Collected data:
○ ○ ○ ○

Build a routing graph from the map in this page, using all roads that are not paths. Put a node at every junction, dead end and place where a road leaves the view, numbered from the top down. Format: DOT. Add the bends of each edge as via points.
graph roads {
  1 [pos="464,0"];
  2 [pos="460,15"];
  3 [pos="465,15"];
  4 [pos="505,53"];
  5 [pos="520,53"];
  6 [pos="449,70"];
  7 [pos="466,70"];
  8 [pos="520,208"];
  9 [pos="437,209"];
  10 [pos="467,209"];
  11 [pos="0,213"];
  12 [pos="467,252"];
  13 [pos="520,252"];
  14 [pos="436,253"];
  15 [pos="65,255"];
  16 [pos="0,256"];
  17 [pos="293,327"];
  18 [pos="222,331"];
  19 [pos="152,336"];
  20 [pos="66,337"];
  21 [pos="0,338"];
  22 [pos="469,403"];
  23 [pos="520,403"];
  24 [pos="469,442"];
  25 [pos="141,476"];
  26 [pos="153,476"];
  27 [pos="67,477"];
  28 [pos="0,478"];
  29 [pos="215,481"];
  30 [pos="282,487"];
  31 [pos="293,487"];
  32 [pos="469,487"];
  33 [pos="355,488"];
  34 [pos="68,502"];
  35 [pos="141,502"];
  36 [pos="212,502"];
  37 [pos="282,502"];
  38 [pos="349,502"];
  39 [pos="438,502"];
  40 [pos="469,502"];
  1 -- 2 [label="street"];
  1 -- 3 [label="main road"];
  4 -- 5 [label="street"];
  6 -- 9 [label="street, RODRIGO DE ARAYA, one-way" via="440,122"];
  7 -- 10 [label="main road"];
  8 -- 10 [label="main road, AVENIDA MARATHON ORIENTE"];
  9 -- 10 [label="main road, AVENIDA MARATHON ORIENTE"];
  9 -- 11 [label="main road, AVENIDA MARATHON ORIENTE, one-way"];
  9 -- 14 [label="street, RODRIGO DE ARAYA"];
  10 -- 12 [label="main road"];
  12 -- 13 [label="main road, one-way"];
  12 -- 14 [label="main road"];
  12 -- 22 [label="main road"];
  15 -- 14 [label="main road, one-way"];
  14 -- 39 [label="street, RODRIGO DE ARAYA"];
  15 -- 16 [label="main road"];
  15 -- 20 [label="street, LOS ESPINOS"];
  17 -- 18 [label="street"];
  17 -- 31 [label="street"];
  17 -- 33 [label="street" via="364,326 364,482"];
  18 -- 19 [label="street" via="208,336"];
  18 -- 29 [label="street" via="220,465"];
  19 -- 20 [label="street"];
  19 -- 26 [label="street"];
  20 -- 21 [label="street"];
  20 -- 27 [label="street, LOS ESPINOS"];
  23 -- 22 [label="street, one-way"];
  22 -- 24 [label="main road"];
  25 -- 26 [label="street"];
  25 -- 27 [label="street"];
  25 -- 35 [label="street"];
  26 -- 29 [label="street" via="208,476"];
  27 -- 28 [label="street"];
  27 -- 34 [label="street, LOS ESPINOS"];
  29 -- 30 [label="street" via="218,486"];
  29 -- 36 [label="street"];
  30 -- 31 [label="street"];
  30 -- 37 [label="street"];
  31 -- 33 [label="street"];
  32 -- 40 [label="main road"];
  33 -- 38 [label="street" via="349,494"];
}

○ ○ ○ ○

*Problem:* Every entry needs to be copied again, word for word.

*Written reply:*
Build a routing graph from the map in this page, using all roads that are not paths. Put a node at every junction, dead end and place where a road leaves the view, numbered from the top down. Format: DOT. Add the bends of each edge as via points.
graph roads {
  1 [pos="464,0"];
  2 [pos="460,15"];
  3 [pos="465,15"];
  4 [pos="505,53"];
  5 [pos="520,53"];
  6 [pos="449,70"];
  7 [pos="466,70"];
  8 [pos="520,208"];
  9 [pos="437,209"];
  10 [pos="467,209"];
  11 [pos="0,213"];
  12 [pos="467,252"];
  13 [pos="520,252"];
  14 [pos="436,253"];
  15 [pos="65,255"];
  16 [pos="0,256"];
  17 [pos="293,327"];
  18 [pos="222,331"];
  19 [pos="152,336"];
  20 [pos="66,337"];
  21 [pos="0,338"];
  22 [pos="469,403"];
  23 [pos="520,403"];
  24 [pos="469,442"];
  25 [pos="141,476"];
  26 [pos="153,476"];
  27 [pos="67,477"];
  28 [pos="0,478"];
  29 [pos="215,481"];
  30 [pos="282,487"];
  31 [pos="293,487"];
  32 [pos="469,487"];
  33 [pos="355,488"];
  34 [pos="68,502"];
  35 [pos="141,502"];
  36 [pos="212,502"];
  37 [pos="282,502"];
  38 [pos="349,502"];
  39 [pos="438,502"];
  40 [pos="469,502"];
  1 -- 2 [label="street"];
  1 -- 3 [label="main road"];
  4 -- 5 [label="street"];
  6 -- 9 [label="street, RODRIGO DE ARAYA, one-way" via="440,122"];
  7 -- 10 [label="main road"];
  8 -- 10 [label="main road, AVENIDA MARATHON ORIENTE"];
  9 -- 10 [label="main road, AVENIDA MARATHON ORIENTE"];
  9 -- 11 [label="main road, AVENIDA MARATHON ORIENTE, one-way"];
  9 -- 14 [label="street, RODRIGO DE ARAYA"];
  10 -- 12 [label="main road"];
  12 -- 13 [label="main road, one-way"];
  12 -- 14 [label="main road"];
  12 -- 22 [label="main road"];
  15 -- 14 [label="main road, one-way"];
  14 -- 39 [label="street, RODRIGO DE ARAYA"];
  15 -- 16 [label="main road"];
  15 -- 20 [label="street, LOS ESPINOS"];
  17 -- 18 [label="street"];
  17 -- 31 [label="street"];
  17 -- 33 [label="street" via="364,326 364,482"];
  18 -- 19 [label="street" via="208,336"];
  18 -- 29 [label="street" via="220,465"];
  19 -- 20 [label="street"];
  19 -- 26 [label="street"];
  20 -- 21 [label="street"];
  20 -- 27 [label="street, LOS ESPINOS"];
  23 -- 22 [label="street, one-way"];
  22 -- 24 [label="main road"];
  25 -- 26 [label="street"];
  25 -- 27 [label="street"];
  25 -- 35 [label="street"];
  26 -- 29 [label="street" via="208,476"];
  27 -- 28 [label="street"];
  27 -- 34 [label="street, LOS ESPINOS"];
  29 -- 30 [label="street" via="218,486"];
  29 -- 36 [label="street"];
  30 -- 31 [label="street"];
  30 -- 37 [label="street"];
  31 -- 33 [label="street"];
  32 -- 40 [label="main road"];
  33 -- 38 [label="street" via="349,494"];
}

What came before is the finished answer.